With high and increasing numbers of NHL, uncertainty about its causes, costly existing and new methods of treatment and palliative care, and high mortality and morbidity, the potential economic and health burden of NHL is significant. Health care purchasers in the UK directly face the costs of treatment and care, and with budget limits need to set priorities for resource allocation. In a broader sense the whole of society is affected by the economic and health burden of cancers such as NHL.

The economic analysis of NHL can take a number of forms. Firstly, it is useful to quantify the cost of disease, so that the actual and future potential size of the economic burden can be assessed. This includes the direct costs of the treatment and care of NHL patients, and could include the indirect costs of the loss of social and economic productivity due to illness and premature death from NHL.

Secondly, economic evaluations of the cost effectiveness or cost-benefit of treatment and care interventions for NHL can provide information to aid priority setting in the use of health care resources for NHL or, more generally, cancer services.
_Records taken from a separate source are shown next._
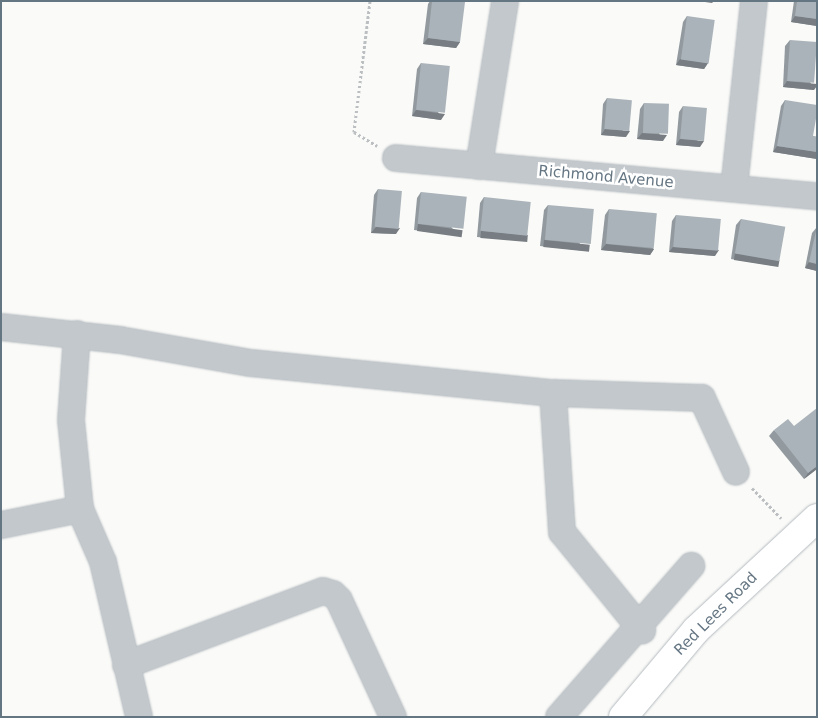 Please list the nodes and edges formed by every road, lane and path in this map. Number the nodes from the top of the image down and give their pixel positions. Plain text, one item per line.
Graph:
1 (370, 1) edge
2 (505, 1) edge
3 (754, 1) edge
4 (396, 158) joint
5 (479, 166) junction
6 (734, 188) junction
7 (817, 196) edge
8 (1, 327) edge
9 (77, 334) junction
10 (554, 392) junction
11 (736, 472) joint
12 (80, 509) junction
13 (1, 525) edge
14 (807, 527) edge
15 (691, 566) dead end
16 (640, 628) junction
17 (126, 665) junction
18 (139, 717) edge
19 (393, 717) edge
20 (559, 717) edge
21 (623, 717) edge

1 - 4 path
2 - 5 street
3 - 6 street
4 - 5 street, Richmond Avenue
5 - 6 street, Richmond Avenue
6 - 7 street, Richmond Avenue
8 - 9 street
9 - 10 street
9 - 12 street
10 - 11 street
10 - 16 street
11 - 14 path
12 - 13 street
12 - 17 street
14 - 21 street, Red Lees Road
15 - 16 street
16 - 20 street
17 - 18 street
17 - 19 street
Section 5 outlines the recognised techniques of economic analysis, and their objectives. In section 6 the limited published evidence for the cost effectiveness of two new developments in the treatment of NHL are reviewed: autologous bone marrow transplantation, and a growth factor G-CSF for the prevention of chemotherapy-induced febrile neutropenia (which is a fever associated with a reduction of infection-fighting white blood cells).

As section 6 illustrates, there have been no economic analyses of NHL treatment and care conducted for the UK. A critique of studies conducted in other countries is presented in this section. In section 7 an initial direct cost assessment for the health care costs of NHL is presented: this covers cost per patient and total incidence cost (i.e. cost of all new cases each year) for England and Wales. Using decision analysis software, treatment/outcome trees were constructed to map the expected treatment, clinical outcome and resource use pathways for different categories of NHL patient. This enabled the production of ‘ballpark’ estimates of the costs of treating NHL. It does not represent a direct substitute for costing exercises using actual patient-based resource use data, nor for full economic evaluations of the cost effectiveness of alternative treatments and care options. However, the treatment/outcome tree approach represents a relatively low research cost method of direct cost estimation which is useful for indicating the general economic burden of the disease. This approach could be developed to undertake a much more rigorous cost assessment if desired. More importantly, as alternative treatment courses can be identified in the tree, it offers the basis for analysis of the cost effectiveness of alternative treatment options.

NHL represents a growing problem in the UK and internationally. A fourfold growth in numbers could be expected over the next 20 to 30 years, with a possibly even greater increase in costs if new developments in cancer treatment and care, such as ABMT or new chemotherapy regimens, become common practice. In conclusion, section 8 discusses key economic and epidemiological issues in NHL, and outlines a possible research agenda for future economic evaluations in the field.